The process according to the present invention allows hot filling in containers 2, for example in PET, with reduced grammages of the order of 15% compared to the hot filling process with deformation of the container, which is a reduction. considerable material in view of the multiplying coefficient of the number of containers 2 products.
No particular architecture should be studied for the wall, any technical panel and / or complex petaloid background becomes useless.
The container shapes 2 are in fact much freer and more sober, and recycling is less costly since the quantity of material used is less.
Having the container 2 under atmospheric pressure or light pressure allows better stacking and palletizing.
The method according to the present invention applies to all filling methods and even for pressurizing cold-filled containers 2 in a sterile environment which one would not only want to compensate for a possible reduction in the volume of the head space 13 by consumption of oxygen but also put a slight overpressure to strengthen the mechanical strength, or even inject a neutral gas to replace the air confined in the head space 13 in order to preserve all the organoleptic qualities of the products that the oxidation can alter.
If we refer to Figure 7, we can see that there is shown the heating cannula 19 of the pressure conditioning device 1.
The heating cannula 19 comprises a cannula end 25 (which will be described in more detail in FIG. 8) and a hollow and cylindrical cannula support 26 in which is force-fitted part of the cannula end 25, part of the cannula support 26 being force fitted into the lower part of the piston 18 which is hollow.
A heating resistor / temperature probe 27 is disposed inside the hollow cannula support 26, the lower part of the heating resistor / temperature probe 27 being in contact with the cannula end 25, and the upper part of the heating resistor / temperature probe 27 being connected to two electric wires 28 configured to supply electrical power to the heating resistor / temperature probe 27.
The temperature of the cannula end 25 and the contact time can be individually configured to obtain the desired penetration / welding and are continuously monitored by the pressure conditioning device 1.

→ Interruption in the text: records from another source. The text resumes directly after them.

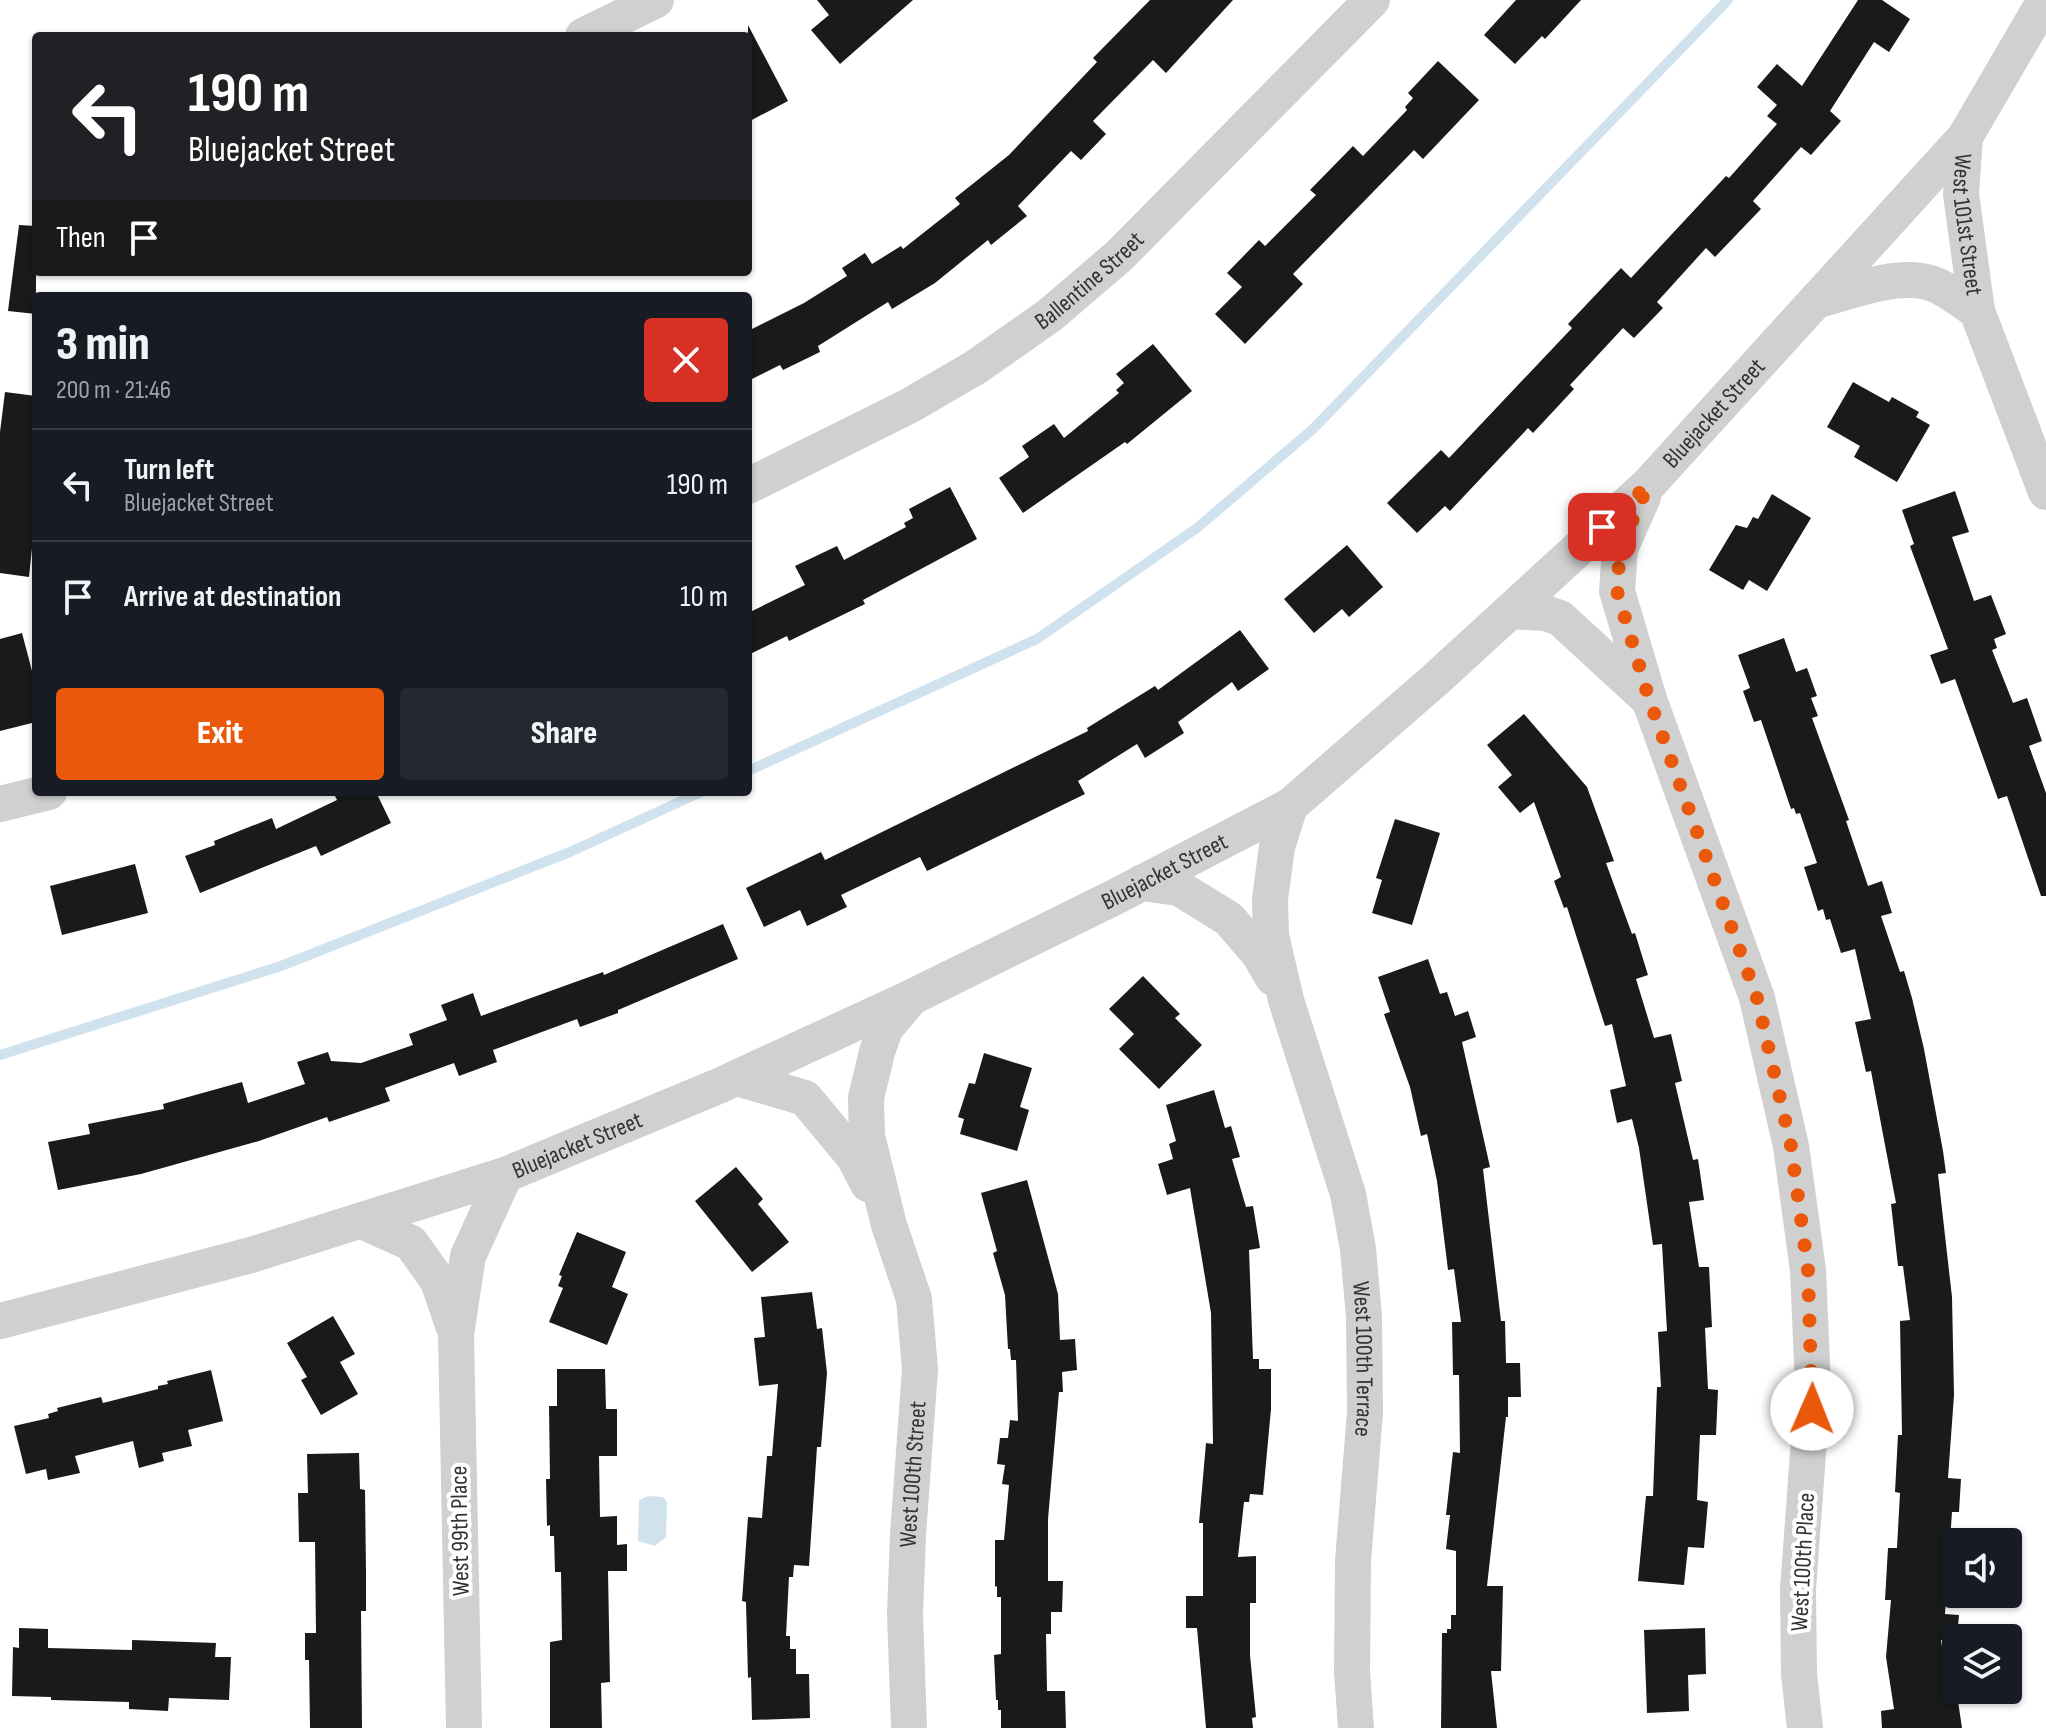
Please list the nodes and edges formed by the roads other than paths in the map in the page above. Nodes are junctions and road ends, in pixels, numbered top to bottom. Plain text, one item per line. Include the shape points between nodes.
1 (656, 0) edge
2 (1372, 0) edge
3 (2045, 0) edge
4 (591, 32) edge
5 (1965, 137) junction
6 (1818, 300) junction
7 (1977, 311) junction
8 (752, 484) edge
9 (1648, 485) junction
10 (2046, 492) edge
11 (1511, 611) junction
12 (1649, 699) junction
13 (33, 796) edge
14 (0, 804) edge
15 (1290, 806) junction
16 (1141, 883) junction
17 (912, 997) junction
18 (1286, 1000) junction
19 (737, 1078) junction
20 (505, 1175) junction
21 (362, 1221) junction
22 (889, 1225) junction
23 (0, 1321) edge
24 (456, 1334) junction
25 (464, 1728) edge
26 (909, 1728) edge
27 (1356, 1728) edge
28 (1805, 1728) edge

1 - 4 street
2 - 8 street, Ballentine Street via 1120,255 1050,315 909,406
3 - 5 street, Bluejacket Street
5 - 6 street, Bluejacket Street
5 - 7 street, West 101st Street via 1961,194
6 - 7 street, West 101st Street via 1888,282 1923,281
6 - 9 street, Bluejacket Street
7 - 10 street, West 101st Street
9 - 11 street, Bluejacket Street
9 - 12 street, West 100th Place via 1620,549 1617,591
11 - 12 street, West 100th Place via 1560,618
11 - 15 street, Bluejacket Street
12 - 28 street, West 100th Place via 1757,998 1791,1146 1808,1270 1813,1386 1798,1589
13 - 14 street
15 - 16 street, Bluejacket Street
15 - 18 street, West 100th Terrace via 1277,847 1270,899 1271,935
16 - 17 street, Bluejacket Street
16 - 18 street, West 100th Terrace via 1179,888 1229,919 1259,954
17 - 19 street, Bluejacket Street
17 - 22 street, West 100th Street via 885,1029 866,1098 867,1136
18 - 27 street, West 100th Terrace via 1348,1194 1358,1249 1365,1412 1353,1561
19 - 20 street, Bluejacket Street
19 - 22 street, West 100th Street via 805,1098 854,1157
20 - 21 street, Bluejacket Street
20 - 24 street, West 99th Place via 468,1256
21 - 23 street, Bluejacket Street
21 - 24 street, West 99th Place via 411,1243 438,1281
22 - 26 street, West 100th Street via 914,1299 920,1369 905,1614
24 - 25 street, West 99th Place

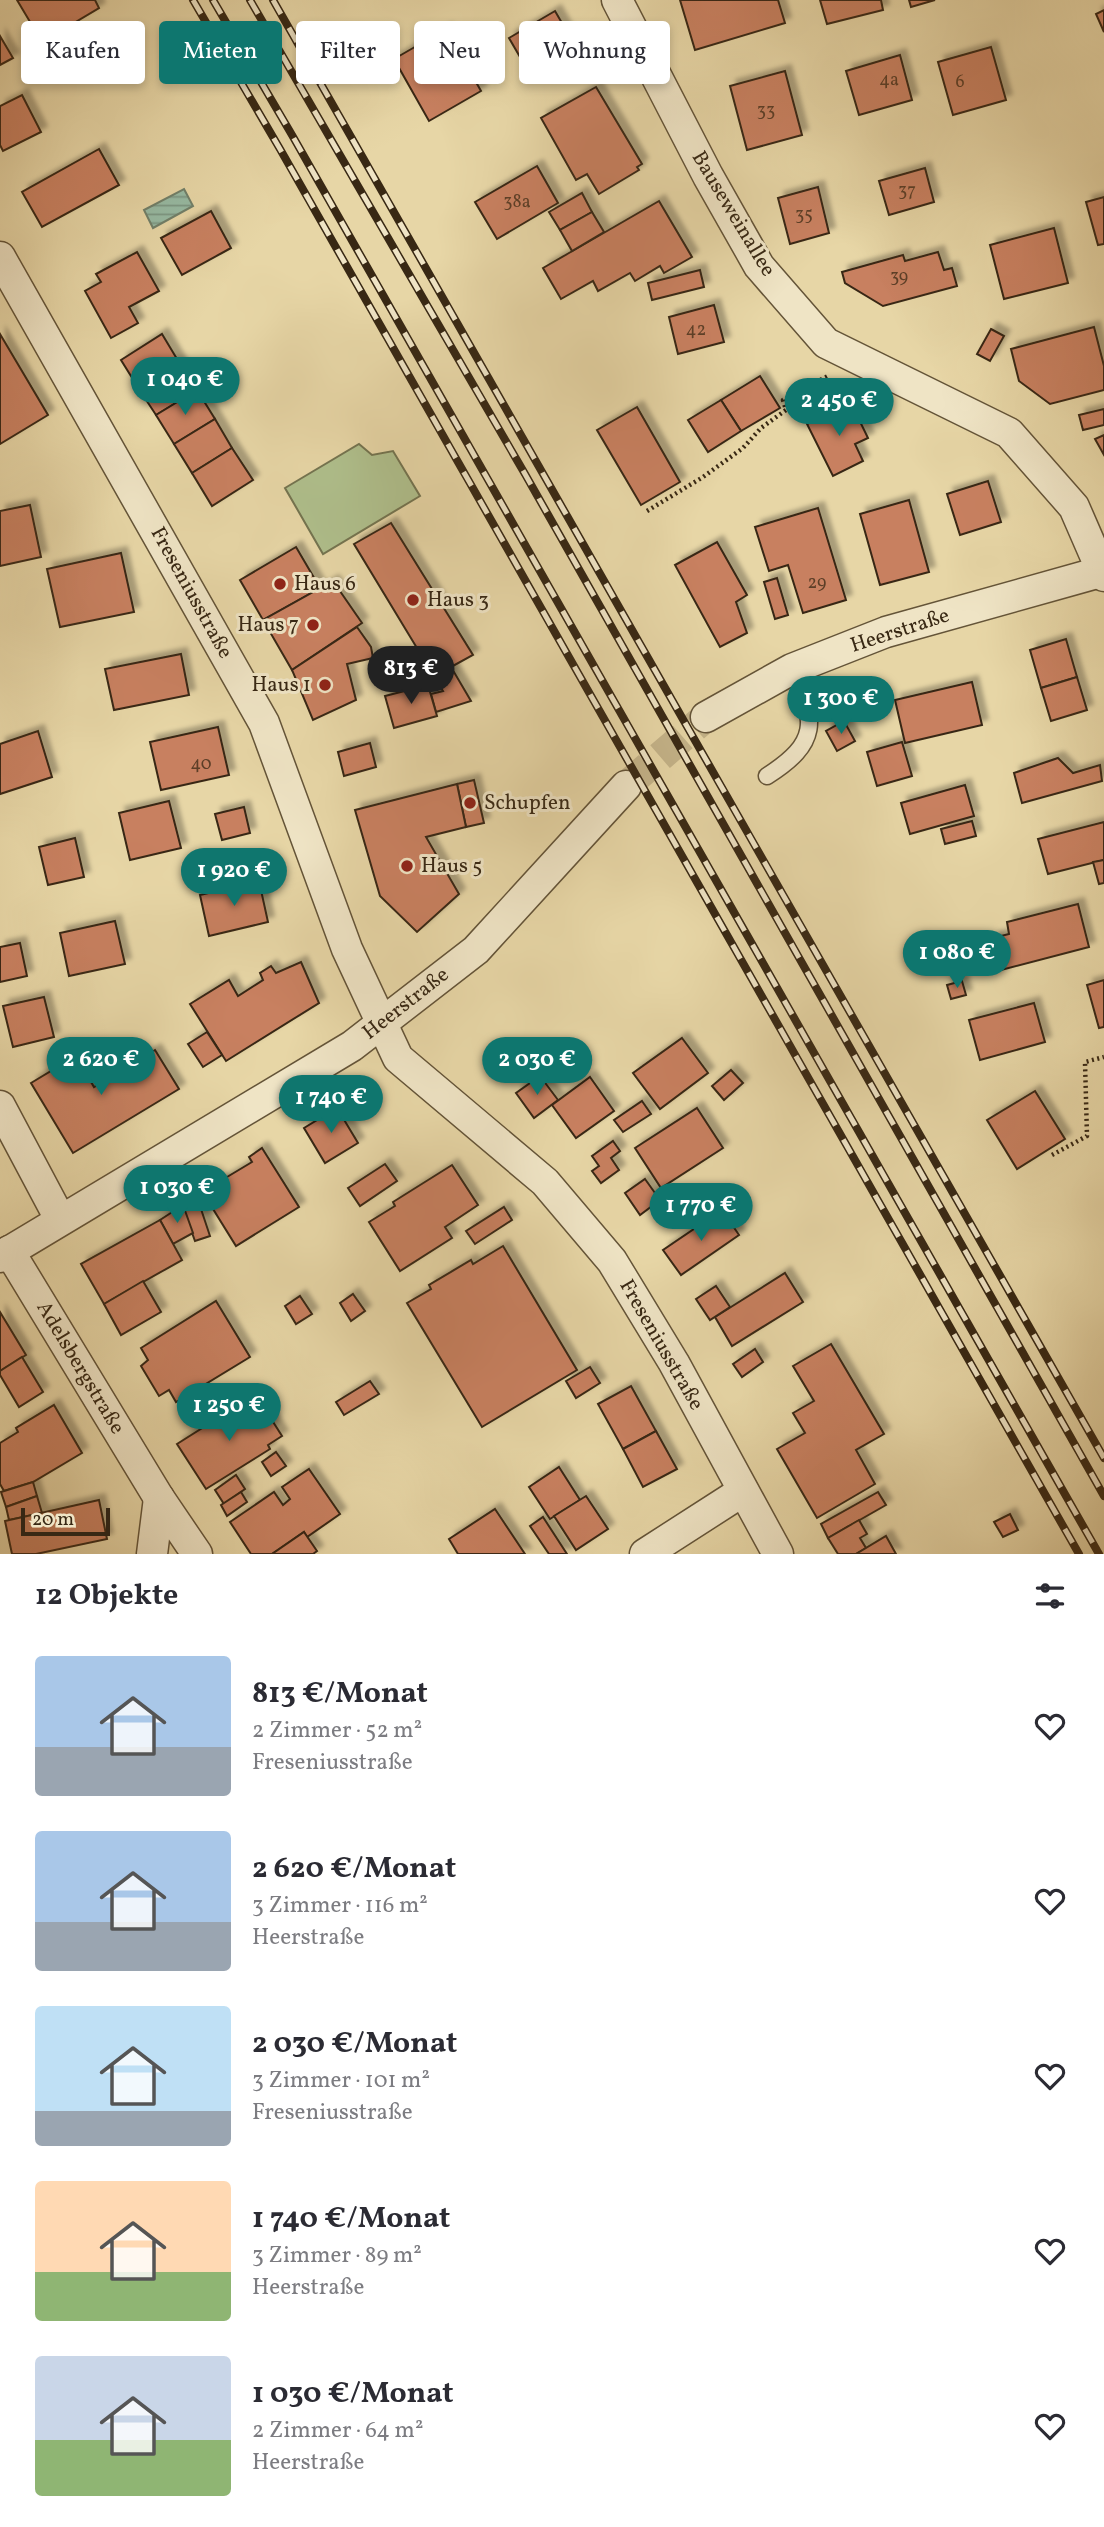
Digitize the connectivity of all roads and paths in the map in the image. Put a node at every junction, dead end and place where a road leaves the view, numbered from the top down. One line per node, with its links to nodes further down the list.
1 (617, 0): 3 (street, Bauseweinallee)
2 (0, 257): 10 (street, Freseniusstraße)
3 (854, 356): 4 (path); 5 (street, Bauseweinallee)
4 (647, 511)
5 (1104, 573): 6 (street, Heerstraße)
6 (792, 669): 7 (street, Heerstraße); 8 (lane)
7 (706, 717)
8 (767, 776)
9 (626, 786): 10 (street, Heerstraße)
10 (381, 1023): 14 (street, Heerstraße); 16 (street, Freseniusstraße)
11 (1104, 1057): 13 (path)
12 (0, 1106): 14 (street)
13 (1052, 1155)
14 (60, 1219): 15 (street, Heerstraße)
15 (5, 1254): 17 (street, Adelsbergstraße)
16 (743, 1491): 20 (street); 21 (street, Freseniusstraße)
17 (159, 1498): 18 (street); 19 (street, Adelsbergstraße)
18 (152, 1554)
19 (197, 1554)
20 (645, 1554)
21 (778, 1554)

The temperature of the cannula end 25 is of the order of 140 ° C - 220 ° C, preferably of the order of 180 ° C - 200 ° C, depending on the material constituting the plug 3, to ensure rapid melting of the plastic of the plug 3.
A minimum force, for example using a cylinder controlled at 7 bars, is applied to the heating cannula 19 to ensure a significant compression of the plastic during the melting phase to fill the hole 23. An insufficient pressure of the heating cannula 19, despite the right temperature and the right contact time, would indeed compromise the quality / tightness of the weld.
A water cooling circuit (not shown in Figure 7) placed in the cover 4 preferably ensures that the cover 4 is kept at a "reasonable" temperature.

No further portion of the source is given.